REQUIRED WORK:
Tally the lines in the records underneath that contain the string "points", and state the figure by itself.

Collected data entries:

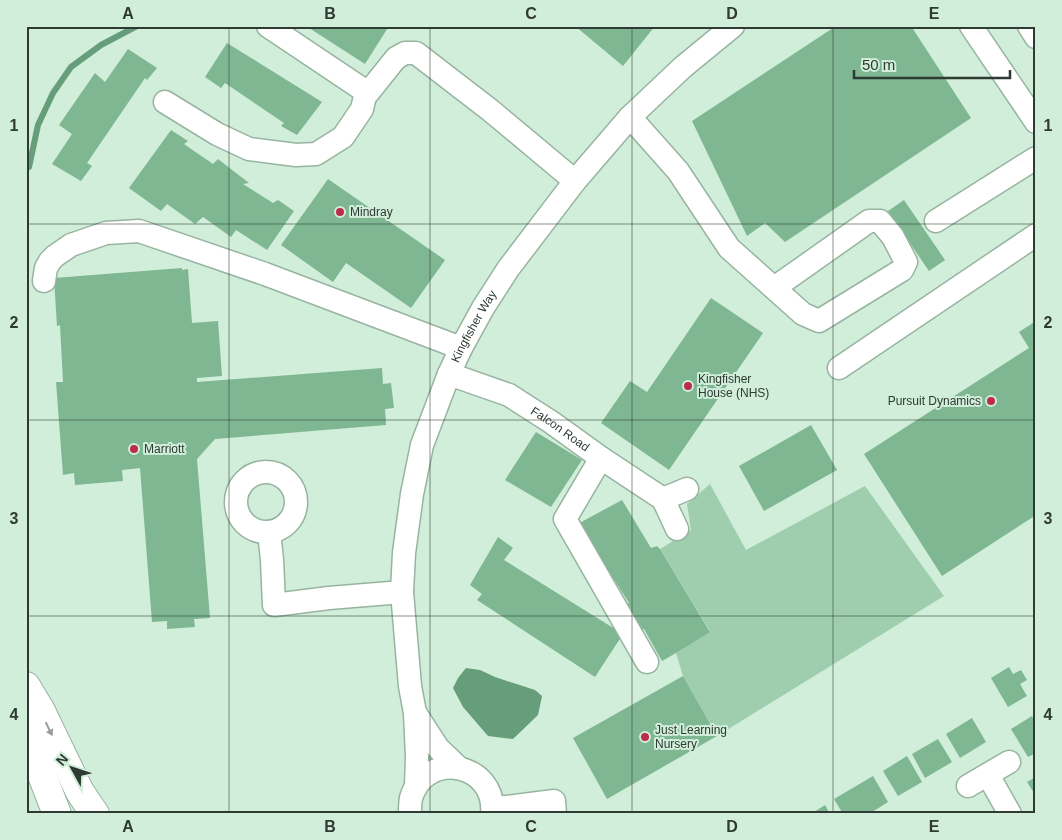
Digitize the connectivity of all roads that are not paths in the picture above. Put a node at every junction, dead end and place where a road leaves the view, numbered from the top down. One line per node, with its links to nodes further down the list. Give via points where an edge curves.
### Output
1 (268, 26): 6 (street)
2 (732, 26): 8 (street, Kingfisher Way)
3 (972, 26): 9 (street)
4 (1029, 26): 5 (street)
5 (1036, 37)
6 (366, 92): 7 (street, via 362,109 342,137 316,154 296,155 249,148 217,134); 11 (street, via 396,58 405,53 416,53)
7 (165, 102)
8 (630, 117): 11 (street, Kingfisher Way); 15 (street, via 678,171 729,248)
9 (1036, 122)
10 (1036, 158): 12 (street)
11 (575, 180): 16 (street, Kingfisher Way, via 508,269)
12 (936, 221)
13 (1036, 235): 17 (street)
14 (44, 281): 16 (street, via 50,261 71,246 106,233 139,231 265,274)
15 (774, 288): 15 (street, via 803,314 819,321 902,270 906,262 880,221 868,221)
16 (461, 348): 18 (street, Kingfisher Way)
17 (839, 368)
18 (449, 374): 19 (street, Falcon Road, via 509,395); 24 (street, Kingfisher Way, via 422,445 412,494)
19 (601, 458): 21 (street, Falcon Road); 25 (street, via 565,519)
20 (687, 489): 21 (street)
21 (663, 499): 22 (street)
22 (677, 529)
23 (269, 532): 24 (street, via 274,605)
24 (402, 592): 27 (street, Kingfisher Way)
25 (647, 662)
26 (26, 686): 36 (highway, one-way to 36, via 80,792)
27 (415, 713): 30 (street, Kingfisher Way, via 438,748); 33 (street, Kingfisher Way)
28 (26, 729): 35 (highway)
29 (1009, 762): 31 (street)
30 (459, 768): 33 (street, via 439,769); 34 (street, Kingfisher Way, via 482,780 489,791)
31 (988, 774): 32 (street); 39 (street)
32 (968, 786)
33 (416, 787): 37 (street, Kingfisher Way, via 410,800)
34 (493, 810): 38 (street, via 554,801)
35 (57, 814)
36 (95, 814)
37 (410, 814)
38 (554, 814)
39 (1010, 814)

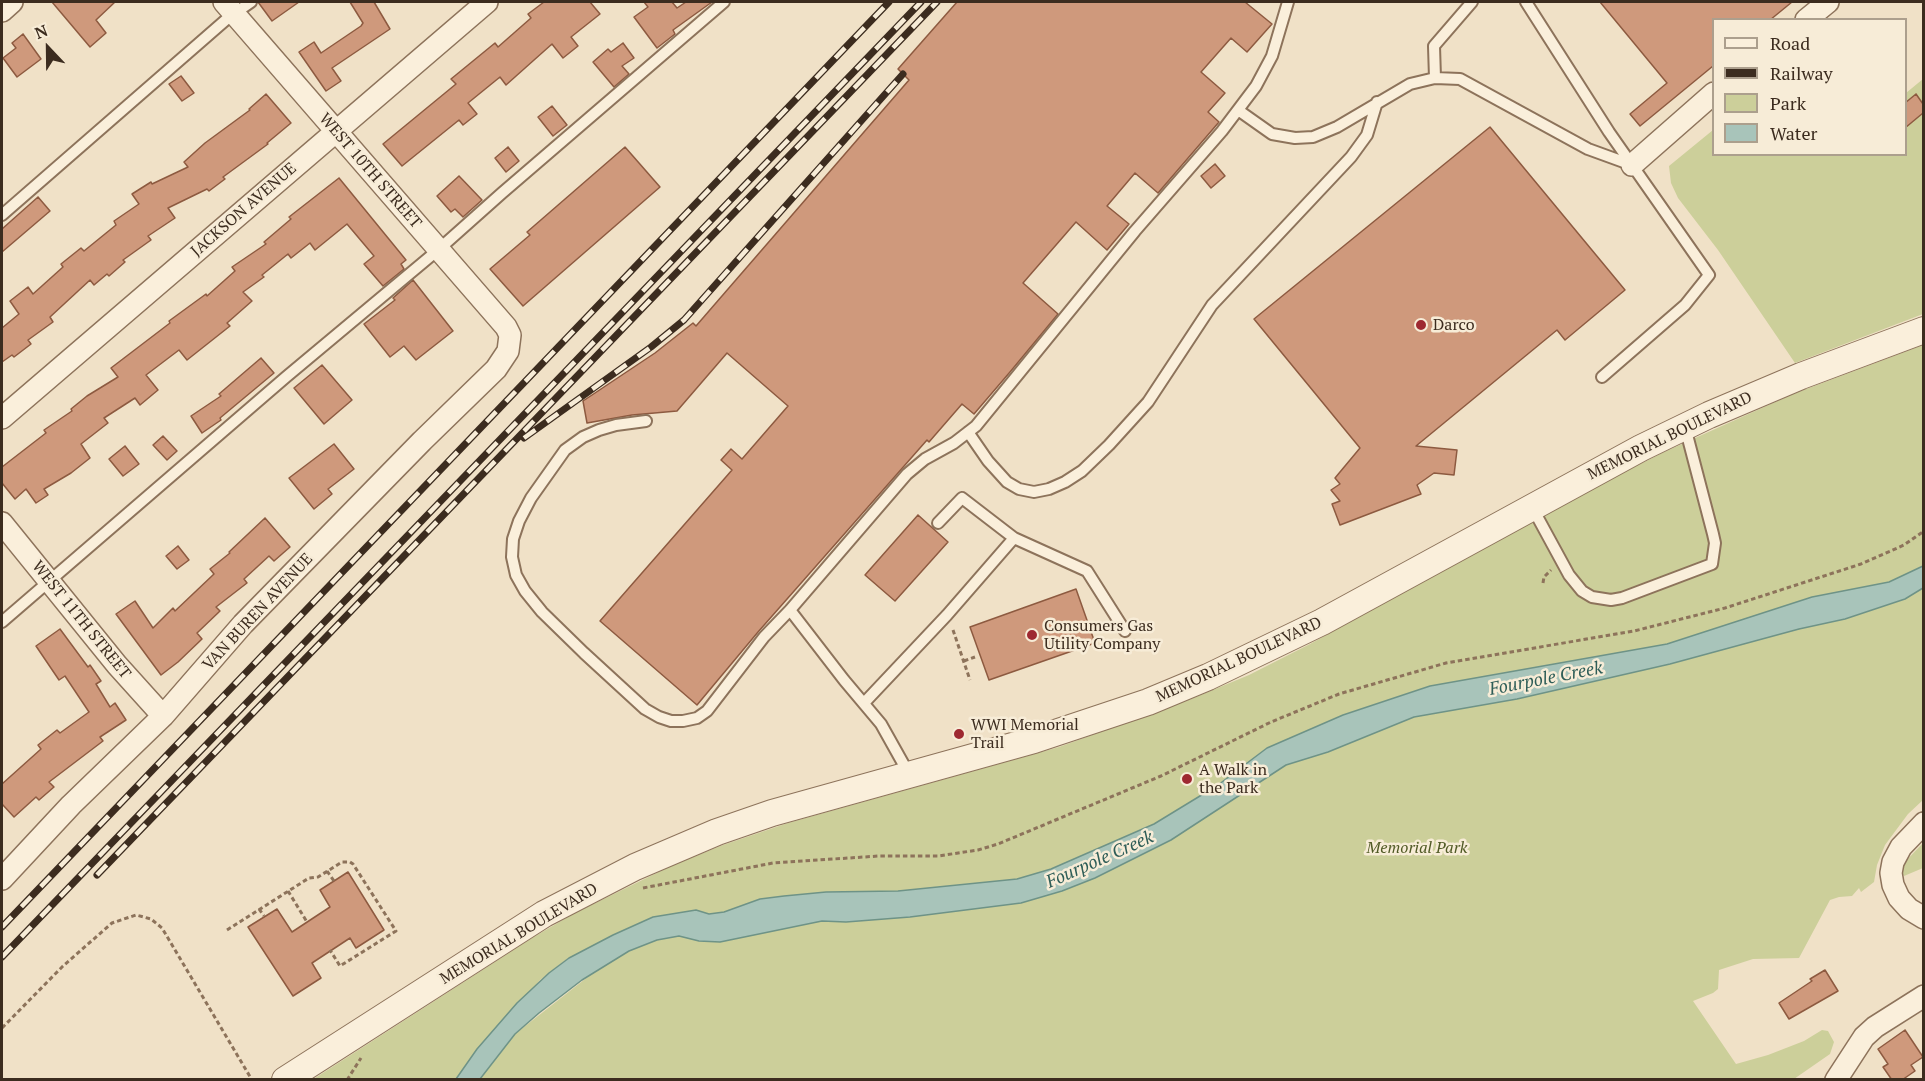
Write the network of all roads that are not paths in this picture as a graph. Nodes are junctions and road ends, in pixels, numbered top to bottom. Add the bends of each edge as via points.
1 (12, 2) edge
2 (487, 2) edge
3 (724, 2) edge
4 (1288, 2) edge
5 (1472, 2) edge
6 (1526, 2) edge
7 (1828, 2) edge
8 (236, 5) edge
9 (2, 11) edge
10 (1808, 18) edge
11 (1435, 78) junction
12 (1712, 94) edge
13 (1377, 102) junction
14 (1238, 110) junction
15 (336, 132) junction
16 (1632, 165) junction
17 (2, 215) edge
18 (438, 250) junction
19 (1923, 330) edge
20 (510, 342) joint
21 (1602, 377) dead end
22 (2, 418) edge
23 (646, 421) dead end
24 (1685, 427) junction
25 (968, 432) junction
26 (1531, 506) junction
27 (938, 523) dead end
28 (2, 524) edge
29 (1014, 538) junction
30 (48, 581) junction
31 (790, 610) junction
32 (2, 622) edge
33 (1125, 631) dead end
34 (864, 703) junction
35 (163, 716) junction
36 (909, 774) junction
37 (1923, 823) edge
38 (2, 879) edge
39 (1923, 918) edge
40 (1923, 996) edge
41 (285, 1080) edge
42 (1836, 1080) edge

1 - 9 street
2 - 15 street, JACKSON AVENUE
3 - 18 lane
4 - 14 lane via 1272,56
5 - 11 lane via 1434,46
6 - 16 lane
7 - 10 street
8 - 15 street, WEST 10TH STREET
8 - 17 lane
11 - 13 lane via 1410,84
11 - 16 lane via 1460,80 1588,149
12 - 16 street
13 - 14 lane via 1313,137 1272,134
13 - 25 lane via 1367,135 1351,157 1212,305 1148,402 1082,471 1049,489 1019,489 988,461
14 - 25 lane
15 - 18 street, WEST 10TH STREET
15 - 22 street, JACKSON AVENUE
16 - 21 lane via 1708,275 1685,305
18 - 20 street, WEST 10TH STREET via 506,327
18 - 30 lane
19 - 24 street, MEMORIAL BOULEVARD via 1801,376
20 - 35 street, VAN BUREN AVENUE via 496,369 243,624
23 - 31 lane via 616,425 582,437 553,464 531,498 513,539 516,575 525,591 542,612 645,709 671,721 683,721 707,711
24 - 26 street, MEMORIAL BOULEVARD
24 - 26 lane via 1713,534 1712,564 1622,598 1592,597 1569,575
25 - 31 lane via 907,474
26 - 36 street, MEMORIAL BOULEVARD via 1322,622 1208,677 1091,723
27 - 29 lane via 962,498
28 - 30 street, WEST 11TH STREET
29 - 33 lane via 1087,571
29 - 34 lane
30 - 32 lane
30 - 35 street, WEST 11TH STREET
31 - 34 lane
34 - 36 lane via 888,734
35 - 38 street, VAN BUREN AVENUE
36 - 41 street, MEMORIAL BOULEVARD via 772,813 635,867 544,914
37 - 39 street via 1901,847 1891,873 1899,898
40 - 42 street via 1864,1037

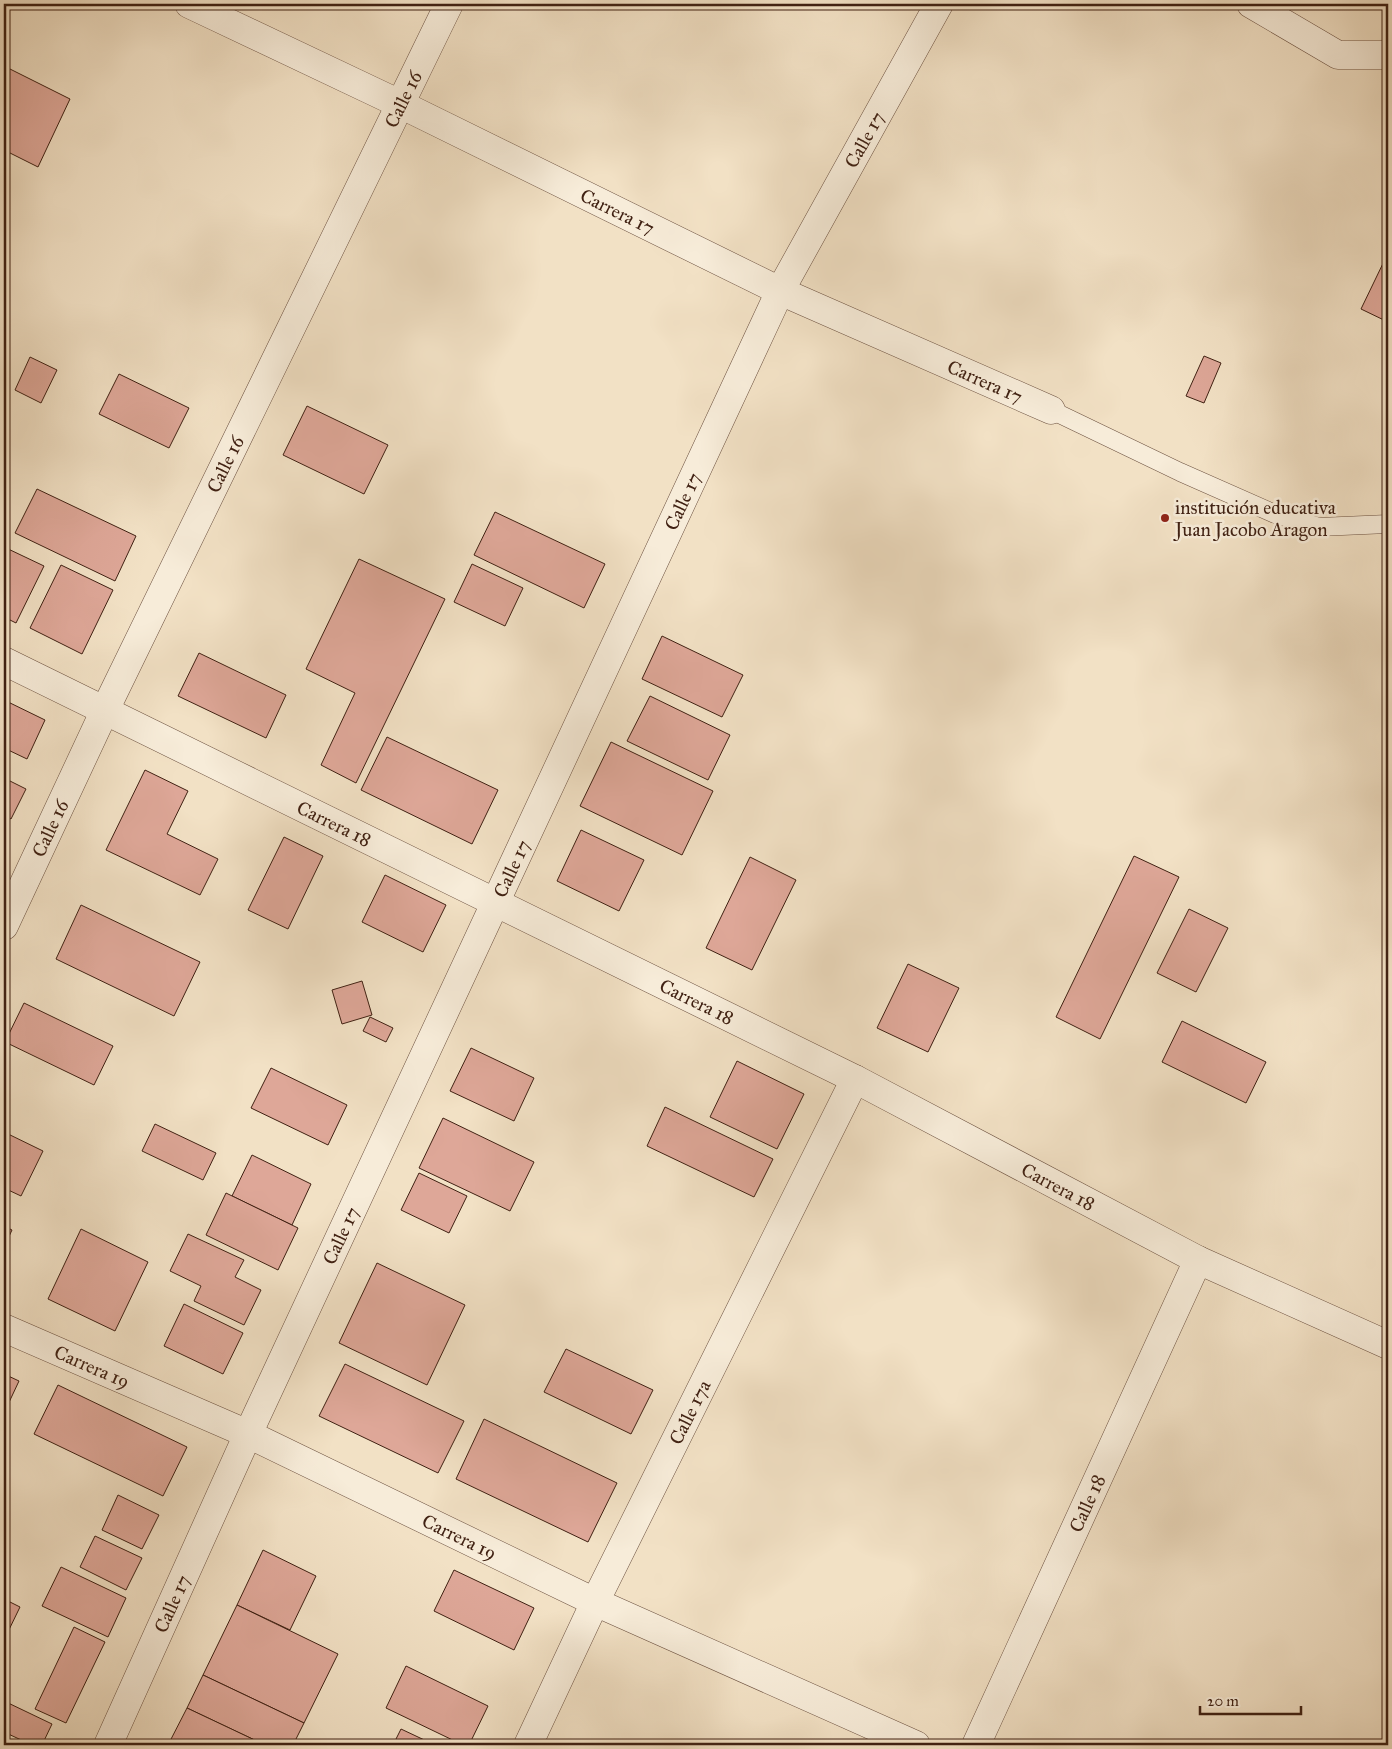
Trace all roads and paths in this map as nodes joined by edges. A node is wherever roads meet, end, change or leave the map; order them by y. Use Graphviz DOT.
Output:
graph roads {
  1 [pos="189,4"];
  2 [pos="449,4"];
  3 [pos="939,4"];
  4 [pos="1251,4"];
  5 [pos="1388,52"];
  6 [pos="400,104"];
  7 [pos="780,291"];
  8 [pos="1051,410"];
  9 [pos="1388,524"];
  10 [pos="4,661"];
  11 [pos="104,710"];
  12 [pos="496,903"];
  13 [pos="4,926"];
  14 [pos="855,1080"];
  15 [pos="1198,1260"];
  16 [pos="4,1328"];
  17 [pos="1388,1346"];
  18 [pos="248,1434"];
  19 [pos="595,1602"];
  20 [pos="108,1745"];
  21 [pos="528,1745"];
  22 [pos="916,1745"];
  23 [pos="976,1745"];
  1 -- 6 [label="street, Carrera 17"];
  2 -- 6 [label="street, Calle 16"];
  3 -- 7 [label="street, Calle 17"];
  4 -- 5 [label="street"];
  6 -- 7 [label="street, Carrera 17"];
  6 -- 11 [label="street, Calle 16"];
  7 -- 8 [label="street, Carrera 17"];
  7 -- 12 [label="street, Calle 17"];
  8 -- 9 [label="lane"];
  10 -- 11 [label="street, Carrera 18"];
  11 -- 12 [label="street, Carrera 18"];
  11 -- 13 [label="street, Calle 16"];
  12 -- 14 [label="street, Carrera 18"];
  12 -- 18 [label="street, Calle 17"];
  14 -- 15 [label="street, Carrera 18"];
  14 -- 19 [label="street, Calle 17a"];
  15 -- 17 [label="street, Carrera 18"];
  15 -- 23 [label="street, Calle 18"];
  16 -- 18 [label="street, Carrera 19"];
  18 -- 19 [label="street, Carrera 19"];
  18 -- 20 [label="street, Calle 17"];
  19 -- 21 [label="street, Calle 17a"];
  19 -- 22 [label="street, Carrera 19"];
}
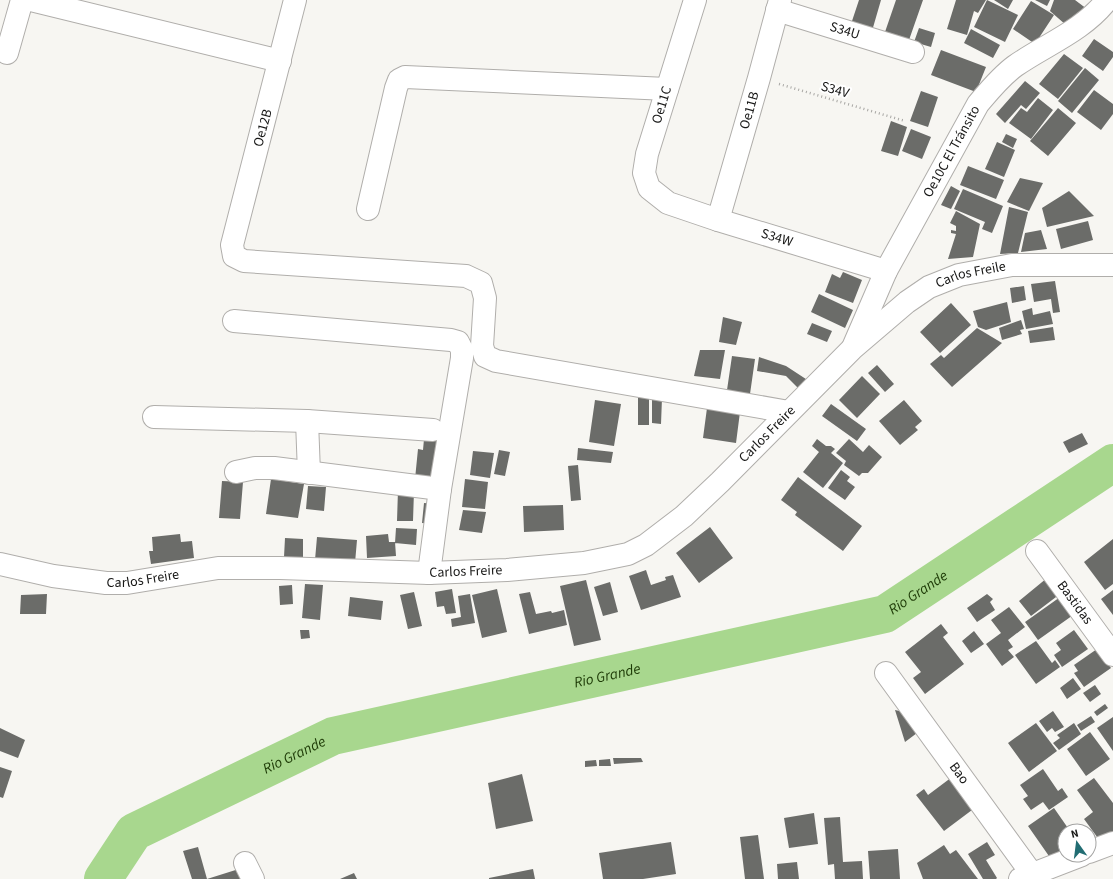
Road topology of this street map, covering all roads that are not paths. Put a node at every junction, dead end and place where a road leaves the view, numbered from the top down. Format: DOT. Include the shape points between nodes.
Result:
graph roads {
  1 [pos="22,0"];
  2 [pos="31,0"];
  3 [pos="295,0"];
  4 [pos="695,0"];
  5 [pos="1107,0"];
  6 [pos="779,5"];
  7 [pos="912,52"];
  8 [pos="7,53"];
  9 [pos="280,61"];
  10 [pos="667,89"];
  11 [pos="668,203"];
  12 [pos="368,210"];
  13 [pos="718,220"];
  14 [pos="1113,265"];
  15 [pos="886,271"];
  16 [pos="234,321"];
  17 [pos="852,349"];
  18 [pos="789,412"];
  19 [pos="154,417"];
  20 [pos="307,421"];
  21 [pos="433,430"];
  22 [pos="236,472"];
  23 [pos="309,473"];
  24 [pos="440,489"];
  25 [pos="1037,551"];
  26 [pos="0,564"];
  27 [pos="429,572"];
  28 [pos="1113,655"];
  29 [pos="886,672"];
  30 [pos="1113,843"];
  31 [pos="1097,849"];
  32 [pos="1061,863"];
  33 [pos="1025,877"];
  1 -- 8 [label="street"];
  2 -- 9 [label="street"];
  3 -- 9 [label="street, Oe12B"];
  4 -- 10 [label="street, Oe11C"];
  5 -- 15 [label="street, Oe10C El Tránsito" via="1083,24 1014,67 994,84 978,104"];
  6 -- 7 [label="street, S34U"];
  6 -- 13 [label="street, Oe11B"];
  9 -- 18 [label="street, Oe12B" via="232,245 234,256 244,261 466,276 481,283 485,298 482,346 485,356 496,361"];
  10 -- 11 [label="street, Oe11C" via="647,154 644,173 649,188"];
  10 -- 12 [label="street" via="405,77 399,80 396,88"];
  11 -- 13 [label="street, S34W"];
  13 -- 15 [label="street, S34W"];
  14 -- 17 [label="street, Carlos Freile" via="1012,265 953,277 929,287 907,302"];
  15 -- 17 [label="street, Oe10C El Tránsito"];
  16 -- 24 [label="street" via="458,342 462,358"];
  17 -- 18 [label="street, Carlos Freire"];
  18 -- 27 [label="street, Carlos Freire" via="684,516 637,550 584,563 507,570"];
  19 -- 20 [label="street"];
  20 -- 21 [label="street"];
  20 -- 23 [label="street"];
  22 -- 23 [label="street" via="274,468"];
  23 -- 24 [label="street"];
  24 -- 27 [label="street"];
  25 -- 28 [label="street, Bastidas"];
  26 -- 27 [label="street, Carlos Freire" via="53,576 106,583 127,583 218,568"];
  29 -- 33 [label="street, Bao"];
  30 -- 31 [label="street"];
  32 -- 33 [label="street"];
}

RESPONSE AREA:
3